YOUR INSTRUCTIONS
Ignoring every picture, transcribe the data in full as it stands.
---------- INPUT MATERIAL ----------
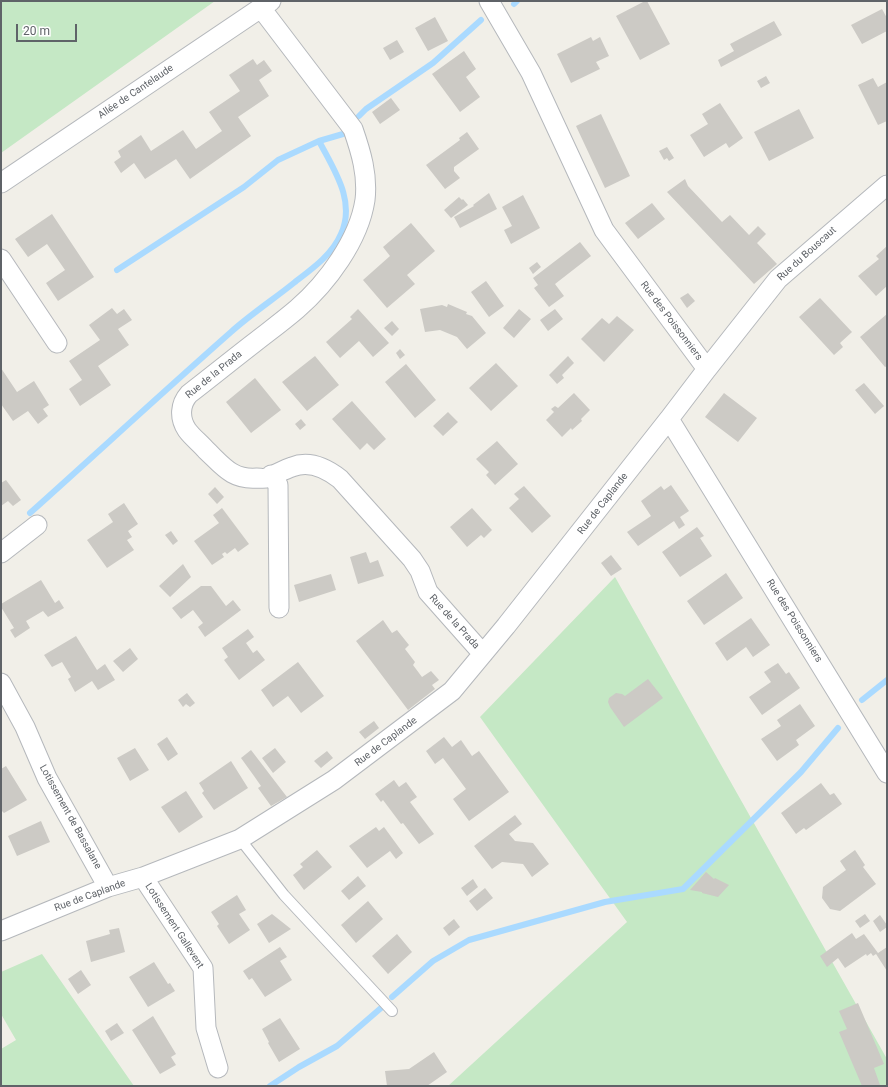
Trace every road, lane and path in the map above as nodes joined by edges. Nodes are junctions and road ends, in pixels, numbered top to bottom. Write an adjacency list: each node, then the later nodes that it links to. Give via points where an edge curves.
1 (489, 1): 7 (street, Rue des Poissonniers, via 531,73 604,230)
2 (266, 4): 3 (street, Allée de Cantelaude); 9 (street, Rue de la Prada, via 353,129 362,153 365,175 365,200 360,220 326,280 297,308 189,394 181,406 186,428 229,472 249,479 266,478)
3 (1, 183)
4 (887, 185): 7 (street, Rue du Bouscaut, via 778,279)
5 (1, 259): 6 (street)
6 (57, 343)
7 (707, 369): 8 (street, Rue des Poissonniers)
8 (669, 419): 13 (street, Rue de Caplande); 15 (street, Rue des Poissonniers)
9 (271, 475): 12 (street, via 278,485); 13 (street, Rue de la Prada, via 294,466 309,464 321,467 340,479 412,560 420,571 428,592)
10 (37, 525): 11 (street)
11 (1, 554)
12 (279, 608)
13 (483, 654): 16 (street, Rue de Caplande, via 452,691 334,780)
14 (1, 683): 18 (street, Lotissement de Bassalane, via 25,727 47,778)
15 (887, 773)
16 (240, 839): 17 (street, Rue de Caplande); 20 (lane, via 284,896)
17 (143, 877): 18 (street, Rue de Caplande); 21 (street, Lotissement Gallevent, via 204,968 206,1028)
18 (108, 887): 19 (street, Rue de Caplande)
19 (1, 931)
20 (392, 1012)
21 (218, 1068)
----------
REPLY TO THE EXERCISE
Trace every road, lane and path in the map above as nodes joined by edges. Nodes are junctions and road ends, in pixels, numbered top to bottom. Write an adjacency list: each node, then the later nodes that it links to. Give via points where an edge curves.
1 (489, 1): 7 (street, Rue des Poissonniers, via 531,73 604,230)
2 (266, 4): 3 (street, Allée de Cantelaude); 9 (street, Rue de la Prada, via 353,129 362,153 365,175 365,200 360,220 326,280 297,308 189,394 181,406 186,428 229,472 249,479 266,478)
3 (1, 183)
4 (887, 185): 7 (street, Rue du Bouscaut, via 778,279)
5 (1, 259): 6 (street)
6 (57, 343)
7 (707, 369): 8 (street, Rue des Poissonniers)
8 (669, 419): 13 (street, Rue de Caplande); 15 (street, Rue des Poissonniers)
9 (271, 475): 12 (street, via 278,485); 13 (street, Rue de la Prada, via 294,466 309,464 321,467 340,479 412,560 420,571 428,592)
10 (37, 525): 11 (street)
11 (1, 554)
12 (279, 608)
13 (483, 654): 16 (street, Rue de Caplande, via 452,691 334,780)
14 (1, 683): 18 (street, Lotissement de Bassalane, via 25,727 47,778)
15 (887, 773)
16 (240, 839): 17 (street, Rue de Caplande); 20 (lane, via 284,896)
17 (143, 877): 18 (street, Rue de Caplande); 21 (street, Lotissement Gallevent, via 204,968 206,1028)
18 (108, 887): 19 (street, Rue de Caplande)
19 (1, 931)
20 (392, 1012)
21 (218, 1068)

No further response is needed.